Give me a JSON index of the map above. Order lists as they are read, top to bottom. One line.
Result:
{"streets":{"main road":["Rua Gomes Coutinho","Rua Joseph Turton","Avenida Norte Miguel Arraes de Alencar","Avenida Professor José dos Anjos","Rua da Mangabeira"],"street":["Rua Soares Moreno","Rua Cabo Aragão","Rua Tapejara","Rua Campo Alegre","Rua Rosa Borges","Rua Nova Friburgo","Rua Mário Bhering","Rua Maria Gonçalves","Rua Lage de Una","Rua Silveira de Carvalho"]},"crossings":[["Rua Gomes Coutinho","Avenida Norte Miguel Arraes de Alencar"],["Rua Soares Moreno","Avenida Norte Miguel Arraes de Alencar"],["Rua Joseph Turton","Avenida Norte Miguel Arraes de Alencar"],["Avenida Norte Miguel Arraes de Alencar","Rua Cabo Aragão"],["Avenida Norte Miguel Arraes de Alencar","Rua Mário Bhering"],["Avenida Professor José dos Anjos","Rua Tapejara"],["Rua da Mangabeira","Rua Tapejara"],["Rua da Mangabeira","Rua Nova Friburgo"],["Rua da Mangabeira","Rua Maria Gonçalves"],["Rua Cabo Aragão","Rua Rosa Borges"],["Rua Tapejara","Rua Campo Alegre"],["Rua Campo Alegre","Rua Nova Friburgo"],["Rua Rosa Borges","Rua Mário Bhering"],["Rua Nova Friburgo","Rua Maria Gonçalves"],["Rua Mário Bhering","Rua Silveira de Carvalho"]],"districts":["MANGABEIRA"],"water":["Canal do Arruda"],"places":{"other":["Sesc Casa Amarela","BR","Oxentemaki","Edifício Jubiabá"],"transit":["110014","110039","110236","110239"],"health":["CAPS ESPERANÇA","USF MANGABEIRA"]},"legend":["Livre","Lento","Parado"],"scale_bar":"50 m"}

■ Exercise brief ■
Nothing is to be left out when the listing is copied, and every line must match exactly.

■ Solution to this exercise ■
Give me a JSON index of the map above. Order lists as they are read, top to bottom. One line.
Result:
{"streets":{"main road":["Rua Gomes Coutinho","Rua Joseph Turton","Avenida Norte Miguel Arraes de Alencar","Avenida Professor José dos Anjos","Rua da Mangabeira"],"street":["Rua Soares Moreno","Rua Cabo Aragão","Rua Tapejara","Rua Campo Alegre","Rua Rosa Borges","Rua Nova Friburgo","Rua Mário Bhering","Rua Maria Gonçalves","Rua Lage de Una","Rua Silveira de Carvalho"]},"crossings":[["Rua Gomes Coutinho","Avenida Norte Miguel Arraes de Alencar"],["Rua Soares Moreno","Avenida Norte Miguel Arraes de Alencar"],["Rua Joseph Turton","Avenida Norte Miguel Arraes de Alencar"],["Avenida Norte Miguel Arraes de Alencar","Rua Cabo Aragão"],["Avenida Norte Miguel Arraes de Alencar","Rua Mário Bhering"],["Avenida Professor José dos Anjos","Rua Tapejara"],["Rua da Mangabeira","Rua Tapejara"],["Rua da Mangabeira","Rua Nova Friburgo"],["Rua da Mangabeira","Rua Maria Gonçalves"],["Rua Cabo Aragão","Rua Rosa Borges"],["Rua Tapejara","Rua Campo Alegre"],["Rua Campo Alegre","Rua Nova Friburgo"],["Rua Rosa Borges","Rua Mário Bhering"],["Rua Nova Friburgo","Rua Maria Gonçalves"],["Rua Mário Bhering","Rua Silveira de Carvalho"]],"districts":["MANGABEIRA"],"water":["Canal do Arruda"],"places":{"other":["Sesc Casa Amarela","BR","Oxentemaki","Edifício Jubiabá"],"transit":["110014","110039","110236","110239"],"health":["CAPS ESPERANÇA","USF MANGABEIRA"]},"legend":["Livre","Lento","Parado"],"scale_bar":"50 m"}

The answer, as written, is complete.